The digital numbers are converted to analog so that they can drive speakers and make sound. If you know anything about digital recording, like what the Nyquist frequency is and what anti-alias filters are, then you've got a head start learning about digital synthesizers.
Digital synth have the same functions as analog synth. The difference is that instead of circuitry, every module in a digital synthesizer is a subroutine inside the main sound synthesis program. The program is a loop that repeats one time for every single output sample. The subroutines have to be executed at least one time per sampling period, and some of them have to execute one time per note per sample period. What this means is that the number of notes that can be played, and the sound complexity is determined by how fast a computer it's hooked up to. Just like with computers, a faster CPU costs more money, and synthesizers with faster processing units are more expensive.
Digital synthesizers use digital signal processing routines to make sounds like musical instruments. Electronic keyboards, like acoustic keyboards, make music through generation of sound waves. The earliest digital synthesizer experiments were made with everyday computers as scientists researched the new field of digital sound production.

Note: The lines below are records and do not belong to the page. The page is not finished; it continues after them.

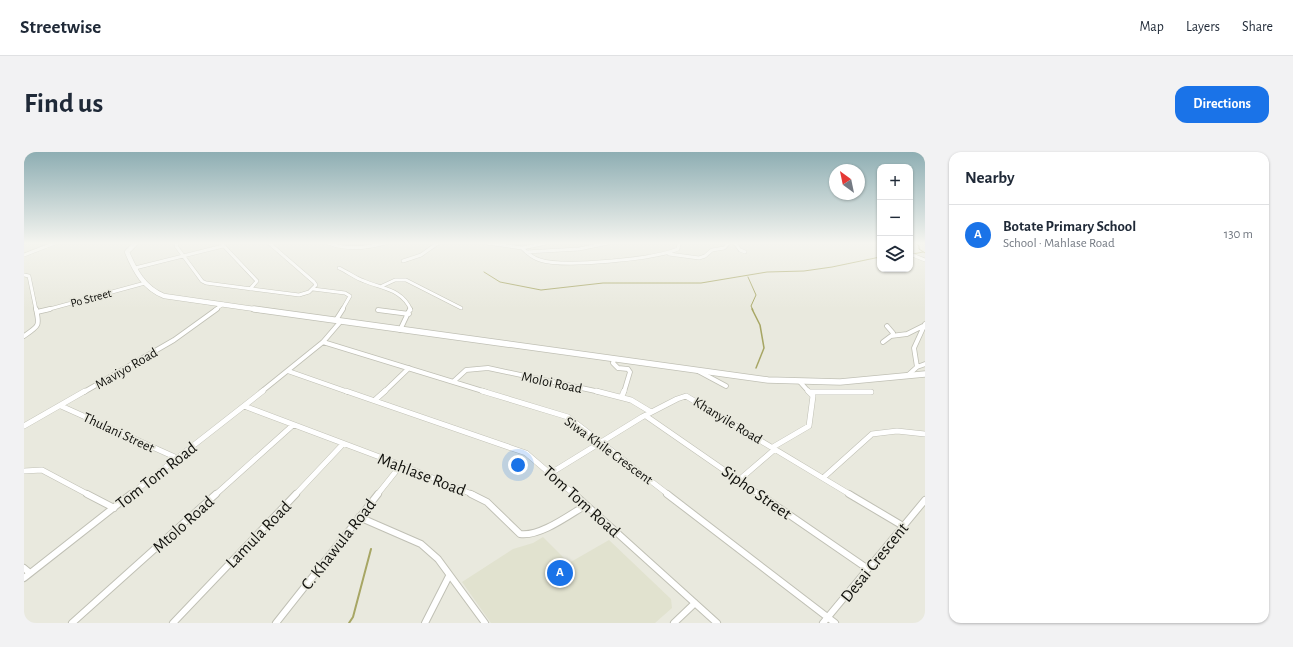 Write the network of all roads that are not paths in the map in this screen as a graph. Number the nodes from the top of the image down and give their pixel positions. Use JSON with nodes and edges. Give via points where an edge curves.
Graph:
{"nodes":[{"id":1,"x":133,"y":265,"type":"edge"},
{"id":2,"x":147,"y":265,"type":"edge"},
{"id":3,"x":191,"y":265,"type":"edge"},
{"id":4,"x":241,"y":265,"type":"edge"},
{"id":5,"x":294,"y":265,"type":"edge"},
{"id":6,"x":135,"y":268,"type":"junction"},
{"id":7,"x":339,"y":268,"type":"dead end"},
{"id":8,"x":25,"y":276,"type":"edge"},
{"id":9,"x":145,"y":284,"type":"junction"},
{"id":10,"x":382,"y":286,"type":"junction"},
{"id":11,"x":250,"y":289,"type":"junction"},
{"id":12,"x":313,"y":289,"type":"junction"},
{"id":13,"x":223,"y":304,"type":"junction"},
{"id":14,"x":461,"y":308,"type":"dead end"},
{"id":15,"x":378,"y":310,"type":"dead end"},
{"id":16,"x":38,"y":312,"type":"junction"},
{"id":17,"x":409,"y":314,"type":"junction"},
{"id":18,"x":339,"y":321,"type":"junction"},
{"id":19,"x":924,"y":325,"type":"edge"},
{"id":20,"x":887,"y":326,"type":"dead end"},
{"id":21,"x":400,"y":330,"type":"junction"},
{"id":22,"x":24,"y":336,"type":"edge"},
{"id":23,"x":892,"y":336,"type":"junction"},
{"id":24,"x":323,"y":342,"type":"junction"},
{"id":25,"x":883,"y":342,"type":"dead end"},
{"id":26,"x":614,"y":359,"type":"junction"},
{"id":27,"x":925,"y":364,"type":"edge"},
{"id":28,"x":917,"y":367,"type":"junction"},
{"id":29,"x":409,"y":368,"type":"junction"},
{"id":30,"x":288,"y":371,"type":"junction"},
{"id":31,"x":696,"y":371,"type":"junction"},
{"id":32,"x":925,"y":374,"type":"edge"},
{"id":33,"x":906,"y":377,"type":"junction"},
{"id":34,"x":454,"y":381,"type":"junction"},
{"id":35,"x":800,"y":382,"type":"junction"},
{"id":36,"x":726,"y":386,"type":"dead end"},
{"id":37,"x":810,"y":392,"type":"junction"},
{"id":38,"x":871,"y":392,"type":"dead end"},
{"id":39,"x":622,"y":396,"type":"junction"},
{"id":40,"x":375,"y":400,"type":"junction"},
{"id":41,"x":61,"y":406,"type":"junction"},
{"id":42,"x":244,"y":406,"type":"junction"},
{"id":43,"x":648,"y":414,"type":"junction"},
{"id":44,"x":293,"y":425,"type":"junction"},
{"id":45,"x":24,"y":426,"type":"edge"},
{"id":46,"x":925,"y":434,"type":"edge"},
{"id":47,"x":602,"y":442,"type":"junction"},
{"id":48,"x":343,"y":444,"type":"junction"},
{"id":49,"x":774,"y":448,"type":"junction"},
{"id":50,"x":177,"y":458,"type":"junction"},
{"id":51,"x":401,"y":465,"type":"junction"},
{"id":52,"x":24,"y":471,"type":"edge"},
{"id":53,"x":551,"y":472,"type":"junction"},
{"id":54,"x":823,"y":478,"type":"junction"},
{"id":55,"x":739,"y":480,"type":"junction"},
{"id":56,"x":925,"y":500,"type":"edge"},
{"id":57,"x":586,"y":504,"type":"junction"},
{"id":58,"x":114,"y":508,"type":"junction"},
{"id":59,"x":359,"y":517,"type":"junction"},
{"id":60,"x":903,"y":526,"type":"junction"},
{"id":61,"x":24,"y":568,"type":"edge"},
{"id":62,"x":868,"y":569,"type":"junction"},
{"id":63,"x":30,"y":573,"type":"junction"},
{"id":64,"x":449,"y":576,"type":"junction"},
{"id":65,"x":24,"y":578,"type":"edge"},
{"id":66,"x":695,"y":603,"type":"junction"},
{"id":67,"x":828,"y":618,"type":"junction"},
{"id":68,"x":72,"y":623,"type":"edge"},
{"id":69,"x":173,"y":623,"type":"edge"},
{"id":70,"x":276,"y":623,"type":"edge"},
{"id":71,"x":425,"y":623,"type":"edge"},
{"id":72,"x":485,"y":623,"type":"edge"},
{"id":73,"x":674,"y":623,"type":"edge"},
{"id":74,"x":717,"y":623,"type":"edge"},
{"id":75,"x":823,"y":623,"type":"edge"},
{"id":76,"x":835,"y":623,"type":"edge"}],
"edges":[{"from":1,"to":6,"type":"street"},
{"from":2,"to":6,"type":"street"},
{"from":3,"to":11,"type":"street","via":[[203,282]]},
{"from":4,"to":11,"type":"street","via":[[257,281]]},
{"from":5,"to":12,"type":"street","via":[[314,282],[316,285]]},
{"from":6,"to":9,"type":"street"},
{"from":7,"to":10,"type":"street","via":[[362,281]]},
{"from":8,"to":16,"type":"street"},
{"from":9,"to":13,"type":"street","via":[[156,294]]},
{"from":9,"to":16,"type":"street","name":"Po Street"},
{"from":10,"to":14,"type":"street","via":[[395,280],[406,280]]},
{"from":10,"to":17,"type":"street","via":[[404,297],[410,306]]},
{"from":11,"to":12,"type":"street","via":[[299,295]]},
{"from":12,"to":18,"type":"street","name":"Tom Tom Road","via":[[345,293],[350,296]]},
{"from":13,"to":18,"type":"street"},
{"from":13,"to":41,"type":"street","name":"Maviyo Road","via":[[174,340]]},
{"from":15,"to":17,"type":"street"},
{"from":16,"to":22,"type":"street","via":[[38,326]]},
{"from":17,"to":21,"type":"street"},
{"from":18,"to":21,"type":"street"},
{"from":18,"to":24,"type":"street","name":"Tom Tom Road"},
{"from":19,"to":23,"type":"street","via":[[907,334]]},
{"from":19,"to":28,"type":"street","via":[[914,350]]},
{"from":20,"to":23,"type":"street","via":[[893,333]]},
{"from":21,"to":26,"type":"street"},
{"from":23,"to":25,"type":"street"},
{"from":24,"to":29,"type":"street","name":"Siwa Khile Crescent"},
{"from":24,"to":30,"type":"street","name":"Tom Tom Road"},
{"from":26,"to":31,"type":"street"},
{"from":26,"to":39,"type":"street","via":[[613,364],[630,372]]},
{"from":27,"to":28,"type":"street"},
{"from":28,"to":33,"type":"street"},
{"from":29,"to":34,"type":"street","name":"Siwa Khile Crescent"},
{"from":29,"to":40,"type":"street"},
{"from":30,"to":40,"type":"street","name":"Tom Tom Road"},
{"from":30,"to":42,"type":"street","name":"Tom Tom Road"},
{"from":31,"to":35,"type":"street"},
{"from":31,"to":36,"type":"street"},
{"from":32,"to":33,"type":"street"},
{"from":33,"to":35,"type":"street"},
{"from":34,"to":39,"type":"street","name":"Moloi Road","via":[[466,370],[488,368]]},
{"from":34,"to":47,"type":"street","name":"Siwa Khile Crescent","via":[[564,415]]},
{"from":35,"to":37,"type":"street"},
{"from":37,"to":38,"type":"street"},
{"from":37,"to":49,"type":"street","via":[[813,396],[809,426]]},
{"from":39,"to":43,"type":"street","name":"Moloi Road","via":[[636,403]]},
{"from":40,"to":53,"type":"street","name":"Tom Tom Road","via":[[519,449]]},
{"from":41,"to":45,"type":"street","name":"Maviyo Road"},
{"from":41,"to":50,"type":"street","name":"Thulani Street"},
{"from":42,"to":44,"type":"street","name":"Mahlase Road"},
{"from":42,"to":50,"type":"street","name":"Tom Tom Road"},
{"from":43,"to":47,"type":"street","name":"Khanyile Road"},
{"from":43,"to":49,"type":"street","name":"Khanyile Road","via":[[679,396],[686,396]]},
{"from":43,"to":55,"type":"street","name":"Sipho Street"},
{"from":44,"to":48,"type":"street","name":"Mahlase Road"},
{"from":44,"to":68,"type":"street","name":"Mtolo Road"},
{"from":46,"to":54,"type":"street","via":[[897,431],[872,434]]},
{"from":47,"to":53,"type":"street","name":"Khanyile Road"},
{"from":47,"to":67,"type":"street","name":"Siwa Khile Crescent"},
{"from":48,"to":51,"type":"street","name":"Mahlase Road"},
{"from":48,"to":69,"type":"street","name":"Lamula Road"},
{"from":49,"to":54,"type":"street","name":"Khanyile Road"},
{"from":49,"to":55,"type":"street"},
{"from":50,"to":58,"type":"street","name":"Tom Tom Road"},
{"from":51,"to":57,"type":"street","name":"Mahlase Road","via":[[477,496],[487,502],[520,534],[532,535]]},
{"from":51,"to":59,"type":"street","name":"C. Khawula Road"},
{"from":52,"to":58,"type":"street","via":[[42,470]]},
{"from":53,"to":57,"type":"street","name":"Tom Tom Road"},
{"from":54,"to":60,"type":"street","name":"Khanyile Road"},
{"from":55,"to":62,"type":"street","name":"Sipho Street"},
{"from":56,"to":60,"type":"street","name":"Desai Crescent"},
{"from":57,"to":66,"type":"street","name":"Tom Tom Road"},
{"from":58,"to":63,"type":"street","name":"Tom Tom Road"},
{"from":59,"to":64,"type":"street","via":[[421,544],[438,559]]},
{"from":59,"to":70,"type":"street","name":"C. Khawula Road"},
{"from":60,"to":62,"type":"street","name":"Desai Crescent"},
{"from":61,"to":63,"type":"street"},
{"from":62,"to":67,"type":"street","name":"Desai Crescent"},
{"from":63,"to":65,"type":"street","name":"Tom Tom Road"},
{"from":64,"to":71,"type":"street"},
{"from":64,"to":72,"type":"street"},
{"from":66,"to":73,"type":"street"},
{"from":66,"to":74,"type":"street","name":"Tom Tom Road"},
{"from":67,"to":75,"type":"street","name":"Desai Crescent"},
{"from":67,"to":76,"type":"street","name":"Siwa Khile Crescent"}]}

The earlier commercial synthesizers used hardwired digital circuits to put in place techniques like additive synthesis and FM synthesis. These models became available in the early 1980s. "Wavetable synthesis" and physical modeling were other techniques that became possible with the higher speed microprocessors and digital signal processing technology. The Synclavier was the name of one of the earliest digital synthesizers. The first commercial all-digital synthesizer was the Yamaha DX7. It became a fixture in 1980s music for its amazing versatility.
Some of today's digital synthesizers exist only as software that synthesizes sound by using PC hardware, a fast CPU, and clever programmers so as to get response similar to dedicated synthesizer systems. To reduce latency, which is the period when the note is played and when it shows up, some sound card manufacturers have made special digital signal processing hardware. Digital synths often have the added advantage of onboard accessibility. The switchable front panel controls take care of their own functions. Dedicated synthesizers are also able to best their software-only counterparts with extra functionality as compared to a mouse-controlled system.